Vous êtes une personnalité aux multiples facettes. Chef d’orchestre, musicien, pédagogue, romancier, votre prochain livre, Ma Rhapsodie, paraît le 11 mars. Défenseur de la musique de votre temps, vous avez été proche de nombreux compositeurs majeurs du XXe siècle, dont Olivier Messiaen, Iannis Xenakis, Karlheinz Stockhausen et Pierre Boulez. Votre œuvre de compositeur comprend un corpus important, dont plusieurs pièces pour la voix. Cependant, vous avez attendu longtemps avant de vous tourner vers la scène lyrique. Comment le désir d’écrire un opéra est-il né ?

Ce projet s’est engagé d’une manière inattendue. Mon ami Régis Debray m’a fait part de son souhait de voir mis en musique le texte théâtral qu’il avait écrit sur la fin tragique du philosophe et penseur allemand Walter Benjamin (1892-1940). Lorsque j’ai découvert son récit, j’ai été saisi par le destin de cet homme dont les questionnements essentiels, urgents, nous interpellent encore aujourd’hui : le fascisme, le racisme, les persécutions, l’exil, la liberté, la responsabilité de l’homme face à l’Histoire… Le 26 septembre 1940, à Portbou, petite ville de Catalogne située à la frontière -française, Walter Benjamin s’est suicidé en avalant de la morphine. Il cherchait alors à fuir la France, son pays d’adoption qui l’avait enfermé dans des camps, en passant par l’Espagne, avec les États-Unis pour destination finale. Dans le texte de Régis Debray, sur fond d’apocalypse frappant le monde, la singularité et la puissance des situations, la précipitation des événements, le relief de caractères extraordinaires, de climats contrastés, ont éveillé en moi des résonances sonores. Je me suis dit que j’avais trouvé matière à un livret équilibré, riche en idées porteuses de musique.

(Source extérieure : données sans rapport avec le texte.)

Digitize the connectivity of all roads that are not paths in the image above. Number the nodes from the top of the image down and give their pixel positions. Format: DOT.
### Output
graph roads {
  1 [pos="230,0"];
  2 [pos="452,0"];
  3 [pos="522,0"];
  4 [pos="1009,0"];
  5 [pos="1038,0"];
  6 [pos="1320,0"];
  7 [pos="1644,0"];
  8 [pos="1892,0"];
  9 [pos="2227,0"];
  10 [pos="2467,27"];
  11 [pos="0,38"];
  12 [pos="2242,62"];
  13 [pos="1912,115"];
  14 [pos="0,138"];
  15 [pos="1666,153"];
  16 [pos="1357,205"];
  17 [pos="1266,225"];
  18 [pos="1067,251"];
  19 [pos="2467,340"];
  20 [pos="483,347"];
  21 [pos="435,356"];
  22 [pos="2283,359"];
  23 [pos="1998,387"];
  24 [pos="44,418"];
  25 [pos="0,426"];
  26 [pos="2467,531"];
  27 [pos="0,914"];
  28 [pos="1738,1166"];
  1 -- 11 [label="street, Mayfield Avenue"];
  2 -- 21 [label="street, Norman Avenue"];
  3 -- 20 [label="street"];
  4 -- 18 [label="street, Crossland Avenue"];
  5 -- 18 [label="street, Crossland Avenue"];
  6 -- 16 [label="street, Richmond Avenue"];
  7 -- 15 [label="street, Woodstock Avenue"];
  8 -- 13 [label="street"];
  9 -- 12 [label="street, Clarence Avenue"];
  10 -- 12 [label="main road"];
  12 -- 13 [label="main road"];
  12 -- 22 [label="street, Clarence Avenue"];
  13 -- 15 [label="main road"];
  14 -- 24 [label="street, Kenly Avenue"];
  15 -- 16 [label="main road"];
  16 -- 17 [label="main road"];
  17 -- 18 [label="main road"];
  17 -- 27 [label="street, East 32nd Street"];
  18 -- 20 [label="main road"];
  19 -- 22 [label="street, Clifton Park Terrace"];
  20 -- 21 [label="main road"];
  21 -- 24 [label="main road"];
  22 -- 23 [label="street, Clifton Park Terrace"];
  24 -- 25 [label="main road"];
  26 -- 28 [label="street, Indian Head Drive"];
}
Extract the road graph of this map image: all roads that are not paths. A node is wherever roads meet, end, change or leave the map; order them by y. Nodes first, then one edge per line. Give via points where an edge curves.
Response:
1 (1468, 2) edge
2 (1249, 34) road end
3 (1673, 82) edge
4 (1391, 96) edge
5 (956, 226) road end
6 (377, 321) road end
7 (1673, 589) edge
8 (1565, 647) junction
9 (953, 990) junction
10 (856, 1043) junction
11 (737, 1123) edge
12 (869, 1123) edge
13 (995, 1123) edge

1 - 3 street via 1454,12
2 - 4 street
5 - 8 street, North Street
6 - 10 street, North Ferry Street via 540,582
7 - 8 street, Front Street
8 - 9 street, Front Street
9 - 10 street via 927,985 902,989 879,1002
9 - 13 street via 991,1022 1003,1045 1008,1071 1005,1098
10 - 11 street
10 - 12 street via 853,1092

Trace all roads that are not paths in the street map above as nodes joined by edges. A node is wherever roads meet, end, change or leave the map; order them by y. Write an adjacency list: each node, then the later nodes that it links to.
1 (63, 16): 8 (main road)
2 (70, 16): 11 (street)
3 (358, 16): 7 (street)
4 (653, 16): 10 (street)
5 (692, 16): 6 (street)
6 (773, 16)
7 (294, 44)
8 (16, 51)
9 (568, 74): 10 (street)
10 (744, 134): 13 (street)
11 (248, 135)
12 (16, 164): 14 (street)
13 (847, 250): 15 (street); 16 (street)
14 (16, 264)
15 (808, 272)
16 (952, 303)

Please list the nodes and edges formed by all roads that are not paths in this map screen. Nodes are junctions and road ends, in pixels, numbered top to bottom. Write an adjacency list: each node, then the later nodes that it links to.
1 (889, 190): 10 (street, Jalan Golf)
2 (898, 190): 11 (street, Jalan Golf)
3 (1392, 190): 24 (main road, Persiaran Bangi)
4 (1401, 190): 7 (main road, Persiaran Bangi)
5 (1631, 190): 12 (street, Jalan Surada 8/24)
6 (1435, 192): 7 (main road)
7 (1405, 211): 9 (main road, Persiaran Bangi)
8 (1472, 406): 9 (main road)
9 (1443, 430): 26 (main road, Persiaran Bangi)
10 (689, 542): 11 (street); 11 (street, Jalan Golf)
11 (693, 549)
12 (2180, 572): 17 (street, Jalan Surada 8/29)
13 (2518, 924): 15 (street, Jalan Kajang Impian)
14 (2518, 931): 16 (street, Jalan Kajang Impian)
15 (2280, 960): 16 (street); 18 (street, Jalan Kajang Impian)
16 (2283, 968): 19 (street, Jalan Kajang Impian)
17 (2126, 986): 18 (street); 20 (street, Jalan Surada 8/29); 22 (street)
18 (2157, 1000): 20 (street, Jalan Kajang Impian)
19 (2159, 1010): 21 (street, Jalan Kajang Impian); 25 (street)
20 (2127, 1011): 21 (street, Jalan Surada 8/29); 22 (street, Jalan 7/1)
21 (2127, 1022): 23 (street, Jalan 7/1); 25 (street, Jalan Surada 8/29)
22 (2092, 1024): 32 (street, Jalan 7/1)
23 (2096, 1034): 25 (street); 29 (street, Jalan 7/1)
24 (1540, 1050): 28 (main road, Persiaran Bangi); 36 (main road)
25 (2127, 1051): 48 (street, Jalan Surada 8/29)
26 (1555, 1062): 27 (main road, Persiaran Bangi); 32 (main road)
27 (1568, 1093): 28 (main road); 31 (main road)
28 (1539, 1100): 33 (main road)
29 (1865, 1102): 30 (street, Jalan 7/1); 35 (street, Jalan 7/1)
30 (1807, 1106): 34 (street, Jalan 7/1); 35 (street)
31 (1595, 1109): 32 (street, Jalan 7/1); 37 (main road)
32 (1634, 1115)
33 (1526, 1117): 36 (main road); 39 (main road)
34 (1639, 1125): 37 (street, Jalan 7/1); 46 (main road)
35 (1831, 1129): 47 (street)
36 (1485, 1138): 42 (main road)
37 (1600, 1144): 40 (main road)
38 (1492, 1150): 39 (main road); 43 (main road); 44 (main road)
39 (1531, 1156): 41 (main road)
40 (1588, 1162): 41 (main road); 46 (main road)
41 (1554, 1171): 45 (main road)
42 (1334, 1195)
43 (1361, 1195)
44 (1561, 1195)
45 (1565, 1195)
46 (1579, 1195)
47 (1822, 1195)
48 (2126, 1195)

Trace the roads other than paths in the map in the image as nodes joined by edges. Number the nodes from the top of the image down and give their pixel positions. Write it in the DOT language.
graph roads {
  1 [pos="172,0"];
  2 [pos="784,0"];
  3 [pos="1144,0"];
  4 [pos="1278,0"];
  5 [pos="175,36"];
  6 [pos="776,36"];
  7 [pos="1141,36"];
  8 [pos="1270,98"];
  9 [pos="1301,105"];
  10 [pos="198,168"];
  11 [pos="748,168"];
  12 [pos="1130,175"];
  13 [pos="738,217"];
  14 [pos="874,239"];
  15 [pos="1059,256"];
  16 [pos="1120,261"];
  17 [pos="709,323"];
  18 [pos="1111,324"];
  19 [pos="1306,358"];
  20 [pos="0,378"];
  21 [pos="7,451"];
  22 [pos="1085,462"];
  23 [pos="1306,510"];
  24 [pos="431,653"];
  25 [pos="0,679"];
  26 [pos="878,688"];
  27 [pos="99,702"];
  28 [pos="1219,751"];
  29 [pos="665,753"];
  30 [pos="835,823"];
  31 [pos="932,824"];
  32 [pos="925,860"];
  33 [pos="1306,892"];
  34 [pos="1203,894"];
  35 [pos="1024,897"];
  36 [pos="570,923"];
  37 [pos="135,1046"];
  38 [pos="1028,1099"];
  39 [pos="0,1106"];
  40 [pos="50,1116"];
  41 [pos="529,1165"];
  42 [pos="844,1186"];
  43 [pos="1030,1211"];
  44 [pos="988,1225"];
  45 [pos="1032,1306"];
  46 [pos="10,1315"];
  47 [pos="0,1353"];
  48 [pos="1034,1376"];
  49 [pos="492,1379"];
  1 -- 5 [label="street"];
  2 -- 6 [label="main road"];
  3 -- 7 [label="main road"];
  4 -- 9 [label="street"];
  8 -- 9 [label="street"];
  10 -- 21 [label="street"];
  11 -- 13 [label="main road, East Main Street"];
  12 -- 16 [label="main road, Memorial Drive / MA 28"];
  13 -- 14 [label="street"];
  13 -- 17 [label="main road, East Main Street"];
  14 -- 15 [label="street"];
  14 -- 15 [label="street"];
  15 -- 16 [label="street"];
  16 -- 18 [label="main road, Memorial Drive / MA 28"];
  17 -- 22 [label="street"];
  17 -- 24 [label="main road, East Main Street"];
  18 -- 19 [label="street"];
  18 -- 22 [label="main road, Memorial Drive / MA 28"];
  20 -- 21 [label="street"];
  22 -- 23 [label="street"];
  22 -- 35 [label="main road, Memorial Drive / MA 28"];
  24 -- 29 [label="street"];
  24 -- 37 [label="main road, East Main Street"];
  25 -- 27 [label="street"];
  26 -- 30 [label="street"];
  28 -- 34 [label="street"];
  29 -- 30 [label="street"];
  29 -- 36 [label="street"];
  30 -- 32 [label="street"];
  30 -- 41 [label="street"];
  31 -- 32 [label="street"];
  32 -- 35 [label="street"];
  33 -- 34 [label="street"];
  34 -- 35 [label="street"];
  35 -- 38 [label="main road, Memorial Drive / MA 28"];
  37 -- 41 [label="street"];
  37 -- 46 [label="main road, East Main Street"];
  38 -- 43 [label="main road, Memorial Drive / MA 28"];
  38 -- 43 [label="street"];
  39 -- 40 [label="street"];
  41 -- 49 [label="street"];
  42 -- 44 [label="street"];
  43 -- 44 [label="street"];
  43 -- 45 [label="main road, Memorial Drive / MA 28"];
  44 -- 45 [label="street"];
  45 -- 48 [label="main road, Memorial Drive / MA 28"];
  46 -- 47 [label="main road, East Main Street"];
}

Quels prolongements avez-vous donnés à cette tragédie, centrée sur la figure d’un homme exceptionnel au cœur du fracas de l’Histoire, pour la transposer en dramaturgie musicale ?

J’ai cherché à faire corps avec la substance charnelle du texte, en trouvant des équivalences musicales. La succession de scènes courtes et diversifiées, de climats contrastés, m’a permis de transmuer cette trame en séquences de styles variés, évoquant les rencontres majeures ayant ponctué l’existence de Walter Benjamin. Sous l’effet de la morphine, la conscience se libère, le philosophe se livre à une rêverie dans la solitude de sa chambre, la vie défile au seuil de la mort. En 1940, il discute avec Arthur Koestler, sur le port de Marseille ; en 1926, il est à Moscou, en compagnie de la militante lettone Asja Lacis ; puis à Jérusalem, en 1938, avec son ami Gershom Scholem ; en 1933, il joue aux échecs avec Bertolt Brecht, dans un cabaret berlinois ; en 1938, il rend visite à André Gide, à Paris ; à l’été 1940, il se trouve à New York, en présence de Max Horkheimer ; enfin, la voix protectrice d’Hannah Arendt se fait entendre.